We owe it to our ageing population to plan the provision of sheltered housing, care home places and properly trained and rewarded staffing over a 25-year period. At the core must be publicly owned and accountable public sector provision; privately-owned care homes would have to help deliver the plan and its high standards or face closure.
A Charter for Housing
A good-quality, affordable and secure home is a basic human right.
The CP campaigns for a new approach to housing to meet the needs and aspirations of the people; not to feed the greed of landowners, developers, bankers and big shareholders.
The priorities must be to eradicate sub-standard housing, overcrowding, unfair rents and homelessness.
Around 8,000 new homes are required in Wales each year simply to meet growing demand. That’s 2,000 more than the annual new-build. Then there are the 67,000 households on waiting lists.
Meanwhile there are almost 30,000 residential properties in Wales — almost all in the private sector — which have been empty for more than six months.

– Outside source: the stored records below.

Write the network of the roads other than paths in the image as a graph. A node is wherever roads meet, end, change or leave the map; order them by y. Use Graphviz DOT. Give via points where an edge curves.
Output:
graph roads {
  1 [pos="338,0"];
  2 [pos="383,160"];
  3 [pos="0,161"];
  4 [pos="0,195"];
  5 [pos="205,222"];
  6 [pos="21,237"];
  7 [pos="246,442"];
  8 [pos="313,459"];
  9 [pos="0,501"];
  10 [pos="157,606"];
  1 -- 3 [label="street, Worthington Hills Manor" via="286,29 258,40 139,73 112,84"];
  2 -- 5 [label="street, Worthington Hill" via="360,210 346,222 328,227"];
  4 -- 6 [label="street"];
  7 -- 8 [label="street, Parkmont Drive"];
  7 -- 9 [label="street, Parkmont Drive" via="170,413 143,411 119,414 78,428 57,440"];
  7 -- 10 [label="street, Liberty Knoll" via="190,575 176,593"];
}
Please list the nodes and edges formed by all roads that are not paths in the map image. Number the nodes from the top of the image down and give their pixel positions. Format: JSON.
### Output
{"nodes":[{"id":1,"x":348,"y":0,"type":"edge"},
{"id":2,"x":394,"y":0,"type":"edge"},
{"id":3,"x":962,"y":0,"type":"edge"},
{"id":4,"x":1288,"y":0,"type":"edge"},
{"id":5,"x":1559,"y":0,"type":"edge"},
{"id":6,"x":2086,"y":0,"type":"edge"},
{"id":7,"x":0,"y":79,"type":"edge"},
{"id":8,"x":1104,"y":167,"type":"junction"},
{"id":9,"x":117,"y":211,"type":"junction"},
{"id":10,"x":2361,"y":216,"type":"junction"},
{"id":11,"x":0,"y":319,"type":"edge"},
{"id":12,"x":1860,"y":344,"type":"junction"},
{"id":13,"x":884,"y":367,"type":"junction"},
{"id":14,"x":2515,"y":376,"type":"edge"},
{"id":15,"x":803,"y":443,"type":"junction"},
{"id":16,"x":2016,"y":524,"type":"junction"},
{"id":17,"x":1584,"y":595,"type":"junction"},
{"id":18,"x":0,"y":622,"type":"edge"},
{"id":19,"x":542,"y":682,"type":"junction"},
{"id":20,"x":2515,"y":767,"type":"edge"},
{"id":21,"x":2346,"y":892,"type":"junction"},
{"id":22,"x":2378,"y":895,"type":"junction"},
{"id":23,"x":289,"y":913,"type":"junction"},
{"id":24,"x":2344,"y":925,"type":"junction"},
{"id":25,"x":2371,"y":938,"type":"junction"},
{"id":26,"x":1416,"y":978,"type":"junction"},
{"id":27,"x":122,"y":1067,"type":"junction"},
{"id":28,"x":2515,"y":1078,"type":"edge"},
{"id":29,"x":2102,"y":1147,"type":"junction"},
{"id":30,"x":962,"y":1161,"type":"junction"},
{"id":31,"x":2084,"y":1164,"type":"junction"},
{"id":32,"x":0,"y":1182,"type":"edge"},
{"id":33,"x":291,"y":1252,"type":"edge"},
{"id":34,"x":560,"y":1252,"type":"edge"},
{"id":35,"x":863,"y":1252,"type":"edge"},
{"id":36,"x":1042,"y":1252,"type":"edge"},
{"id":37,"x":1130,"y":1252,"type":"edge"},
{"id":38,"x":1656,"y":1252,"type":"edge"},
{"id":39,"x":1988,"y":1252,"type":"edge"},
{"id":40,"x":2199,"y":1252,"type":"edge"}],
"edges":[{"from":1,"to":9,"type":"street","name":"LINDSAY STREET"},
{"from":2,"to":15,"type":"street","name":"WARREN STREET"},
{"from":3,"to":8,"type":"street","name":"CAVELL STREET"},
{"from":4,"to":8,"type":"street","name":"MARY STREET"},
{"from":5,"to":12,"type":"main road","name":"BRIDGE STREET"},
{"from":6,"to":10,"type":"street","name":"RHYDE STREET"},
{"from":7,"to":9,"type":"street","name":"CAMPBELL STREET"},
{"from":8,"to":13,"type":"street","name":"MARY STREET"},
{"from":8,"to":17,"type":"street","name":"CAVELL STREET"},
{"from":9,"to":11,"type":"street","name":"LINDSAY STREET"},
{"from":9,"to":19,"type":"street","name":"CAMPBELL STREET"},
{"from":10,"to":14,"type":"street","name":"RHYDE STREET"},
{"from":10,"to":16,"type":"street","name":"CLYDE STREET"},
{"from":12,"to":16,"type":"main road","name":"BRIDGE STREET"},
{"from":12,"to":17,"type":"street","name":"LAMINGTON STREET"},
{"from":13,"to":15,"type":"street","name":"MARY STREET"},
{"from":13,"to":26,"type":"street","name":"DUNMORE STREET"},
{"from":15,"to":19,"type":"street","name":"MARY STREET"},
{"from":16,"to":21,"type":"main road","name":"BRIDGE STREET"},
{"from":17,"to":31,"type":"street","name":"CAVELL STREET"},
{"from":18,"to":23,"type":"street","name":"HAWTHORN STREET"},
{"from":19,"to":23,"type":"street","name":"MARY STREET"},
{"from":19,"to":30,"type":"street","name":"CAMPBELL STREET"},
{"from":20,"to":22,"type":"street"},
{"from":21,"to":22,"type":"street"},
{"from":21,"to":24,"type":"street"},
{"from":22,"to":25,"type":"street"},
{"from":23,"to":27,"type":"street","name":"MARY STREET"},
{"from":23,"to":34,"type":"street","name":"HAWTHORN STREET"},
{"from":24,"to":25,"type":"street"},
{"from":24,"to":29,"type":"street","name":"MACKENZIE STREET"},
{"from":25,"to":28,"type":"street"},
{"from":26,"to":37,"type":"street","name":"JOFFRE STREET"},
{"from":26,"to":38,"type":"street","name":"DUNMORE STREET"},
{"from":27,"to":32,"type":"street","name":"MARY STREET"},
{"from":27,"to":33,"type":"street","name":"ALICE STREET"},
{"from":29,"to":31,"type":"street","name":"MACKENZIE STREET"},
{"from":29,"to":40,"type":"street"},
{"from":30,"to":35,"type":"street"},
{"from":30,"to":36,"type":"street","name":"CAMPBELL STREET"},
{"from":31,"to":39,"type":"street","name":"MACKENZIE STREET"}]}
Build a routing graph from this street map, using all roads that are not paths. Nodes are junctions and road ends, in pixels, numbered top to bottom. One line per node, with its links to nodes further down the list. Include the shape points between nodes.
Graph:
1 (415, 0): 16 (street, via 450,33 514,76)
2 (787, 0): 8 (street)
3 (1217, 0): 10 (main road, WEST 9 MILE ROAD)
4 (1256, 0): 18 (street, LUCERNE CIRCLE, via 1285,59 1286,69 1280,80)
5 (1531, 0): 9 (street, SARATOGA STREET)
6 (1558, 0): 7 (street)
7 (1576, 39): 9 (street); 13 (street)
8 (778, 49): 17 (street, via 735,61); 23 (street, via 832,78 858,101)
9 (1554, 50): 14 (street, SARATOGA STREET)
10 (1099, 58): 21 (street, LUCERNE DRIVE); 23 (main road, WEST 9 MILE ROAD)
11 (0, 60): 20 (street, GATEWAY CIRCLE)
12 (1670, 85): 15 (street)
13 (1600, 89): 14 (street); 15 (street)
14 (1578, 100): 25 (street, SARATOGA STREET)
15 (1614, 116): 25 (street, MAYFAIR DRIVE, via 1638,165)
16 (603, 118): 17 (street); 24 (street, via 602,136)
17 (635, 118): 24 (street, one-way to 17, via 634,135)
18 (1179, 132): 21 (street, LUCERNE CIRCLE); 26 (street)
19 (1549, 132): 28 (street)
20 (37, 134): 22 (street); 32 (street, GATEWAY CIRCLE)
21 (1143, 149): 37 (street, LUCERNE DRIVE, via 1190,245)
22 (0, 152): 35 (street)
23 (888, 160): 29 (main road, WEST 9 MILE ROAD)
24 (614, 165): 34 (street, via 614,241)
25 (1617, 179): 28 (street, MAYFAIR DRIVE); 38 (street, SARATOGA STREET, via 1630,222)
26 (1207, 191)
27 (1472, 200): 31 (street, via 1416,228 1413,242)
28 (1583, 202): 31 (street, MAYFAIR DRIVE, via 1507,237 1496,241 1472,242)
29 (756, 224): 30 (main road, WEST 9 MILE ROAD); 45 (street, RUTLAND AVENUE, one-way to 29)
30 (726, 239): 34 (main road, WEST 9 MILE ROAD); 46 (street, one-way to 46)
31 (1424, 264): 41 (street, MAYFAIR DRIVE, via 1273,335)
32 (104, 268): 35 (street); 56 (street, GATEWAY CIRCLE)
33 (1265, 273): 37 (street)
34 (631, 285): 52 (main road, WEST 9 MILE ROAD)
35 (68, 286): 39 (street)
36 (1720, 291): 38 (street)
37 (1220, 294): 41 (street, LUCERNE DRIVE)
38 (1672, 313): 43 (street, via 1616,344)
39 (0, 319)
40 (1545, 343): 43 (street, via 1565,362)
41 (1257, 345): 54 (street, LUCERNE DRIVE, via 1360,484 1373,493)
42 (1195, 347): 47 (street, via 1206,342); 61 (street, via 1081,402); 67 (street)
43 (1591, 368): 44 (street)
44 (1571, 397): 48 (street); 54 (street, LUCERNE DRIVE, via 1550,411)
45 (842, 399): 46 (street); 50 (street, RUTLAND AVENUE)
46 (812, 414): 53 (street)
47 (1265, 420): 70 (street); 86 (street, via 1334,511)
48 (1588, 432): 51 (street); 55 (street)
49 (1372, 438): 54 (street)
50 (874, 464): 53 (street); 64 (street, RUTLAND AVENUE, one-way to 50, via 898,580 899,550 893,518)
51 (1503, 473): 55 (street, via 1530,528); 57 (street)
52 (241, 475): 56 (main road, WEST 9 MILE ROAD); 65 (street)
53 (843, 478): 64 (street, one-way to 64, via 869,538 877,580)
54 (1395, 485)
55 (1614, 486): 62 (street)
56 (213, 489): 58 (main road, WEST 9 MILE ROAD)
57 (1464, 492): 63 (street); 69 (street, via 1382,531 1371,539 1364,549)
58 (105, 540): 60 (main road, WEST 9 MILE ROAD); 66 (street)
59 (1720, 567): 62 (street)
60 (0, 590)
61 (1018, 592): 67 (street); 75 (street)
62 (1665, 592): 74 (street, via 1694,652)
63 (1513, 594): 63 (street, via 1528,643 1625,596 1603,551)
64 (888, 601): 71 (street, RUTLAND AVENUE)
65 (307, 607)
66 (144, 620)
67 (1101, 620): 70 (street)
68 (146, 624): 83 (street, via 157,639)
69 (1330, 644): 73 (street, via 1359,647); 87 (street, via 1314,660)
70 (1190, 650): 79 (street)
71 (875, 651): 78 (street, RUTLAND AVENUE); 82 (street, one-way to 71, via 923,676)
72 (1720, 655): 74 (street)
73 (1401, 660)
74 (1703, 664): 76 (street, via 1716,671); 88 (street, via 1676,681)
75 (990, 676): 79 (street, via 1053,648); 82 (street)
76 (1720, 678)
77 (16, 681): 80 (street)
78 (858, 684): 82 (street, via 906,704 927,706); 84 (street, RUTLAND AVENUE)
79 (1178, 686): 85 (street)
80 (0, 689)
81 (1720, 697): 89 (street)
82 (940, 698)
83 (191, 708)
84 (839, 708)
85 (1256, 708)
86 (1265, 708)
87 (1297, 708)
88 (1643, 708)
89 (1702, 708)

The Communist Party has just published a Charter for Housing which puts forward the policies to achieve these aims. These include:
- Building much more council and social housing — more than 10,000 units a year in Wales.
- Regenerating run-down council estates.
- Ending sales of public land to private developers.
- Using more Compulsory Purchase Orders (CPOs) where necessary.
- Taxing owners of vacant land and properties more steeply.
- Establishing national and local savings institutions that specialise in housing finance and support national and local housing strategies.
Such a programme could be further funded from a Land Development Tax on windfall profits and by lifting the limits placed on capital borrowing by local authorities and housing associations, allowing them greater access to low-interest credits and loans from the Bank of England and National Public Works Loan Board.
All social housing should be brought back under direct and accountable local authority control, with adequate funding and the re-establishment of direct labour organisations.
Free or affordable sheltered accommodation and residential care must be available for the elderly in every part of Wales.
The provision of suitable accommodation for all homeless households should be a real statutory duty, in order to end overcrowding and rough sleeping. The Bedroom Tax should be repealed and full housing benefit restored for all under 35s.
Private sector rent rises and levels should be capped in keeping with local circumstances and subject to a national limit. In response to Covid, we call for a freeze on social housing rents and extending the Coronavirus ban on evictions for at least 12 months.
The Communist Party supports organisations at local, regional and national level that campaign for improved tenants’ rights and for housing development to be locally-controlled and based on assessed housing need.
Education
The Communist Party applauds the work done by education trade unionists to keep our children safe during the pandemic. School staff, in consultation with parents, pupils and the wider community, have shown leadership and compassion through the Covid crisis. They should lead the much-needed reforms in our schools and colleges.
We need an alternative assessment system to replace the madness of the ‘exam factory’. Frontline education professionals need to be freed from the bureaucracy of Estyn (the Welsh equivalent of Ofsted) and layers of regional management.
Only then can we design a future that values and enhances our children’s talents, rather than one designed for the production of league tables.
Education plays a vital role in supporting the Welsh language. Welsh-medium schools and nurseries must become readily available in every part of Wales. This is no small task and new measures are required to support the increasing use of Welsh in every school environment and for training many more bilingual teachers.
Fee-paying schools are a system of class discrimination that entrenches social inequality and privilege. They have no place in a democratic society. Communists advocate the abolition of private education in Wales.